#### [MATERIAL PROVIDED]

──────

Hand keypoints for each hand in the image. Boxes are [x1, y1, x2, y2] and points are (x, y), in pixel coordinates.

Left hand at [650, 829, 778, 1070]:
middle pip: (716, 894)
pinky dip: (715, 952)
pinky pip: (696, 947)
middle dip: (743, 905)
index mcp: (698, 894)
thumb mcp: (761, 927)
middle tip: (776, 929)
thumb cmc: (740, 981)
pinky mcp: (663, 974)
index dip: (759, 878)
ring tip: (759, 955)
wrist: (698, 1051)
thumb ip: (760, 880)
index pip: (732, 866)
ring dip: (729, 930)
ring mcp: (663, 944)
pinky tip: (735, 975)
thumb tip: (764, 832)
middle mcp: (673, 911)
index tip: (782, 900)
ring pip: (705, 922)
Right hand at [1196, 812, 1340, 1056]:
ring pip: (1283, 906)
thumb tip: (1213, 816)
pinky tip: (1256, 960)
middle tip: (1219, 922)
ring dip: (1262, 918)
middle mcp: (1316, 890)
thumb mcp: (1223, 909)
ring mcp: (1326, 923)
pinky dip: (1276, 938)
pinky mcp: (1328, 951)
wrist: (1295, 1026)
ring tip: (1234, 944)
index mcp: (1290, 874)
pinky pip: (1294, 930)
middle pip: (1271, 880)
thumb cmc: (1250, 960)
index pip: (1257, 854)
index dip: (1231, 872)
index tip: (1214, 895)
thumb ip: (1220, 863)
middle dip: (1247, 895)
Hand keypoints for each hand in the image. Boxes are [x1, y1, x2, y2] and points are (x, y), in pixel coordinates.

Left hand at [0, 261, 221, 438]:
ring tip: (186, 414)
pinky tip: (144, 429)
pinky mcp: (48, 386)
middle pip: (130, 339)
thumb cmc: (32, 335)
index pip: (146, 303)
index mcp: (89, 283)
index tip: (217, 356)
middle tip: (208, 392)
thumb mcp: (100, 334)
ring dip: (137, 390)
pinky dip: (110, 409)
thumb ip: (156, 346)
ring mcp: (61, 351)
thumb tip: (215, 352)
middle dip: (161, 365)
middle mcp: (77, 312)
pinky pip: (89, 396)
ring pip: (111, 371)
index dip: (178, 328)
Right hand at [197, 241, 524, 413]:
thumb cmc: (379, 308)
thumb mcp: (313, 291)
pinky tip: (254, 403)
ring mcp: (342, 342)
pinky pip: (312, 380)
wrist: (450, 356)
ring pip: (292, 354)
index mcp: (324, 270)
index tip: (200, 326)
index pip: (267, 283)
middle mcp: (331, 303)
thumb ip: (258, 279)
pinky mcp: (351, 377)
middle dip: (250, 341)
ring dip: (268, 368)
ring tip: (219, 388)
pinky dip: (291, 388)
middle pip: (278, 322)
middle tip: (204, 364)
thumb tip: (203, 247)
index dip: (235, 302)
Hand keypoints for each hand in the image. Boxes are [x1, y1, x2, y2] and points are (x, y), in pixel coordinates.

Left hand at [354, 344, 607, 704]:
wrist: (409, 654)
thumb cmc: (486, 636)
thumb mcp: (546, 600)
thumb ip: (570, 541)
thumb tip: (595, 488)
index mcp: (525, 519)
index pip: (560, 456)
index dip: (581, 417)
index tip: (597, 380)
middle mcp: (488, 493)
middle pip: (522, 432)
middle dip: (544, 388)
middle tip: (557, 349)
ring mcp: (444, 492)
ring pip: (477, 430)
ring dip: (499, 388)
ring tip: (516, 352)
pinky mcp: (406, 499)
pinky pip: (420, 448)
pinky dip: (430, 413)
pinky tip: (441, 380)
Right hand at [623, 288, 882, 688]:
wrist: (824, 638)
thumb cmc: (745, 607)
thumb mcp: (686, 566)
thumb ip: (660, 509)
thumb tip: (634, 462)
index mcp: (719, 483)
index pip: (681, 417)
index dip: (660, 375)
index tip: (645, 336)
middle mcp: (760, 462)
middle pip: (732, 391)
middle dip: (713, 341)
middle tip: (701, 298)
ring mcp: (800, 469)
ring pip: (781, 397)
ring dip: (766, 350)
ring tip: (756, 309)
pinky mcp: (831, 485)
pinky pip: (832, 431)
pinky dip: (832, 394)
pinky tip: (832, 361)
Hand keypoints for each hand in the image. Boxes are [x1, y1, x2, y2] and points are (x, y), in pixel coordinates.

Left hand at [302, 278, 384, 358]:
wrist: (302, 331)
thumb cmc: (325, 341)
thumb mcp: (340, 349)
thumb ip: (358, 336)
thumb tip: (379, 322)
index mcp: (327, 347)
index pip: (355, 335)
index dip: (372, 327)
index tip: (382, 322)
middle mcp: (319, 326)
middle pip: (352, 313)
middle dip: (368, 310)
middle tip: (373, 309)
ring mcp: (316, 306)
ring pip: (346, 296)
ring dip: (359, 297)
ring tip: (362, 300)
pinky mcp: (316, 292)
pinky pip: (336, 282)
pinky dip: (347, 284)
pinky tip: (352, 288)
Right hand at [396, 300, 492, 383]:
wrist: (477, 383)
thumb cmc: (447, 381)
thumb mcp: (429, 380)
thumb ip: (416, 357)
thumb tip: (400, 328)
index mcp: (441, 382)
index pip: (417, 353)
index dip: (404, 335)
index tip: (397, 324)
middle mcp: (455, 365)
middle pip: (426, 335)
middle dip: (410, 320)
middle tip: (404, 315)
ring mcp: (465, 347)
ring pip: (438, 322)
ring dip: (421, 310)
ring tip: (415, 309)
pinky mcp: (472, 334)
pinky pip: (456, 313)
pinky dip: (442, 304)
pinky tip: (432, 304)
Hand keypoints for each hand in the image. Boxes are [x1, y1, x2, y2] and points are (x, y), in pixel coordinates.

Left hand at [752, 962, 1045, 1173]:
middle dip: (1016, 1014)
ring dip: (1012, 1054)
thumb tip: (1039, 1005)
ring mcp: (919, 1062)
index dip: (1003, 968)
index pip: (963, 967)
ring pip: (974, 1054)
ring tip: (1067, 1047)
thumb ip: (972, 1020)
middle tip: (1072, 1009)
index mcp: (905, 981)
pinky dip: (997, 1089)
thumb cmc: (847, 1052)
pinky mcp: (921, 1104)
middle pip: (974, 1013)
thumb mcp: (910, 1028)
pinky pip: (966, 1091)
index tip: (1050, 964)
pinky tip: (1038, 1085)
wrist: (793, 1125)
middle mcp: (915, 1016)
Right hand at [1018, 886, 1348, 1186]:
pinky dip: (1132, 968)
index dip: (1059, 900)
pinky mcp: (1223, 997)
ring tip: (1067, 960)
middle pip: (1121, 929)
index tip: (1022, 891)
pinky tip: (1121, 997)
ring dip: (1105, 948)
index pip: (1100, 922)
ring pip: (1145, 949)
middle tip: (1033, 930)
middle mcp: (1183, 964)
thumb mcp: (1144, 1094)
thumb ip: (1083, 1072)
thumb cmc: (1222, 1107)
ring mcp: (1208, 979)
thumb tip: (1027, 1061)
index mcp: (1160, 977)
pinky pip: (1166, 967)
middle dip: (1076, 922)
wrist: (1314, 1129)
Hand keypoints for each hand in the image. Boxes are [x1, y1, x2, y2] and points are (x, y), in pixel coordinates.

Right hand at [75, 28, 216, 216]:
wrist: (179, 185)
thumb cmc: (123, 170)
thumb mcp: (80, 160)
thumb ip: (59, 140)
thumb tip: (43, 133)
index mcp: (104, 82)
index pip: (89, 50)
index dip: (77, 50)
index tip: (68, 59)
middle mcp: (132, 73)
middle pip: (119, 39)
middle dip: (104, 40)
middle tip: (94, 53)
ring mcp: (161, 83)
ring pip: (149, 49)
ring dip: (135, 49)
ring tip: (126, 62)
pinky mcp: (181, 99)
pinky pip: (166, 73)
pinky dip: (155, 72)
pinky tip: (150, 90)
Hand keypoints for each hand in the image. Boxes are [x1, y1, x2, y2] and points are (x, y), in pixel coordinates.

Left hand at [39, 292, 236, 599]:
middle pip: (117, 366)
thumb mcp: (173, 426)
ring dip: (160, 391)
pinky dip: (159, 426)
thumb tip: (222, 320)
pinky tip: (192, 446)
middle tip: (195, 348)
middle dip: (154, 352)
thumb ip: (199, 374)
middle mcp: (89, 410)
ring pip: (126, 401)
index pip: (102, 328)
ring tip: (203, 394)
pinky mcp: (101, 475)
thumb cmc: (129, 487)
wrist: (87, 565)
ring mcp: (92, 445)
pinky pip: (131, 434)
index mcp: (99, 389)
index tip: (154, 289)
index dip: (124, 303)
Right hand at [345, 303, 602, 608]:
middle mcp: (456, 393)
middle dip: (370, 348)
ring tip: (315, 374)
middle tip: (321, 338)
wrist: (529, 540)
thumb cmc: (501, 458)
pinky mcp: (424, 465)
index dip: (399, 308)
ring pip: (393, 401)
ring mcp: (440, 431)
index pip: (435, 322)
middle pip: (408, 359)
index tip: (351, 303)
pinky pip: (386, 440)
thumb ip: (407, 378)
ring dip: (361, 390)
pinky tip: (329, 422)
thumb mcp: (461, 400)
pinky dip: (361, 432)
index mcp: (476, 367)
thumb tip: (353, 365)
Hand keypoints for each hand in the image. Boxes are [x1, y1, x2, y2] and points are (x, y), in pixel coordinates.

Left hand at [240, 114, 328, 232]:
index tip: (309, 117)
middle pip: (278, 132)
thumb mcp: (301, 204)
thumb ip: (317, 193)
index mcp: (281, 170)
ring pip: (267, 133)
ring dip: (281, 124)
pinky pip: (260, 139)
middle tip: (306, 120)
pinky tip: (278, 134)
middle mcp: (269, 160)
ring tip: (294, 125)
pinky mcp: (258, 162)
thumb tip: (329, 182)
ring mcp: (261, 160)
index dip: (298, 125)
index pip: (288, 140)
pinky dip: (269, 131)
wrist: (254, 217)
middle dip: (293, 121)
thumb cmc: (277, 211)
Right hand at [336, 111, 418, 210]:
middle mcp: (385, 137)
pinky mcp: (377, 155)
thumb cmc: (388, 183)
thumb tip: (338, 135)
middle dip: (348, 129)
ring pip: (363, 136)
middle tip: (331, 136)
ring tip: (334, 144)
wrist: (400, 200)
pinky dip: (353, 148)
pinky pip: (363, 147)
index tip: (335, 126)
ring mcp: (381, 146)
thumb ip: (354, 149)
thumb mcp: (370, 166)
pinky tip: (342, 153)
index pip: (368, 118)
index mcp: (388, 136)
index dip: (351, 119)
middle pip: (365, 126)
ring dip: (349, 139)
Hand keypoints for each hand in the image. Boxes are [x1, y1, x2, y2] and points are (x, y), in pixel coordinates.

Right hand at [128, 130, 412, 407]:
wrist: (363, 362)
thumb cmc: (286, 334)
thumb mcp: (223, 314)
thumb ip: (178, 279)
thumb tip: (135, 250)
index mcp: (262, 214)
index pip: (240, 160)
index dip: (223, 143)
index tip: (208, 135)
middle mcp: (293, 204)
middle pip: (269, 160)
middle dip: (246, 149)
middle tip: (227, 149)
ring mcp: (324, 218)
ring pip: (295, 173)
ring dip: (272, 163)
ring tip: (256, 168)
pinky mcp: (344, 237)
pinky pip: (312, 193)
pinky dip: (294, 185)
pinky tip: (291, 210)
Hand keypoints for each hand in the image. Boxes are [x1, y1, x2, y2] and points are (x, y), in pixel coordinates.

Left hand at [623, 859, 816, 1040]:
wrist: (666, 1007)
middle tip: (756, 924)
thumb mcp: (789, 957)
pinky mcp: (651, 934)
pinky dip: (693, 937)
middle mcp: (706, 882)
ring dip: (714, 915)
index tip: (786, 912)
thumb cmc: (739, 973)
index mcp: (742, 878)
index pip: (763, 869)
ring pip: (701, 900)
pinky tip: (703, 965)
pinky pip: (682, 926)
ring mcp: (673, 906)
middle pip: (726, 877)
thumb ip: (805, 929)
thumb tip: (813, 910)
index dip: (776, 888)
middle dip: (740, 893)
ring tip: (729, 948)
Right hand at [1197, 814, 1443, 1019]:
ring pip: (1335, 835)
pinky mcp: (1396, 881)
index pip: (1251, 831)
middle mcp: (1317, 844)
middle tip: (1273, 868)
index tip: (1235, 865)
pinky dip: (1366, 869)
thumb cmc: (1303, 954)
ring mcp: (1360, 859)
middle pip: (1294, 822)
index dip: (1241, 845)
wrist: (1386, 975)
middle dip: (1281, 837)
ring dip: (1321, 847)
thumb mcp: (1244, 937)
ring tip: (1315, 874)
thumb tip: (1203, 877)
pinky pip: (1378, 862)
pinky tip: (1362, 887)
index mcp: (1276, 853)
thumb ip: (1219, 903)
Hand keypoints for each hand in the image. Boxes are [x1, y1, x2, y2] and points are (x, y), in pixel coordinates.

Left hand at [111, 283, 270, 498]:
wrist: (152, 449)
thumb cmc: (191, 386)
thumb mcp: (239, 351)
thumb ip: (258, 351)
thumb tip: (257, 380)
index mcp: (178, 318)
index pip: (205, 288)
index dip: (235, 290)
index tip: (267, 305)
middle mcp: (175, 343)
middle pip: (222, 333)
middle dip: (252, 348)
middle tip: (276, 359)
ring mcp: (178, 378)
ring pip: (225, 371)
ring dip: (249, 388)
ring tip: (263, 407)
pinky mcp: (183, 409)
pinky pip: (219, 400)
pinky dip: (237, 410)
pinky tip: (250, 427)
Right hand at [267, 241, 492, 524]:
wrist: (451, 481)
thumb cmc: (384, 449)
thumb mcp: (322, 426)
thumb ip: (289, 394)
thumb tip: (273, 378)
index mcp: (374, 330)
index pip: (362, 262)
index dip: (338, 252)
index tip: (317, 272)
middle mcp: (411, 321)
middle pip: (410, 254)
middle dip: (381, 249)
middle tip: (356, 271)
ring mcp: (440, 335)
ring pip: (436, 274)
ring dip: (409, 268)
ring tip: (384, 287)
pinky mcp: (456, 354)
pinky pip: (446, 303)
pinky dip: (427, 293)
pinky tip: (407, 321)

──────

#### [PROBLEM REQUIREMENTS]
Say how many lines above hold the word "Right", giving only the count.

#### [OUTPUT FOR THIS EXERCISE]
11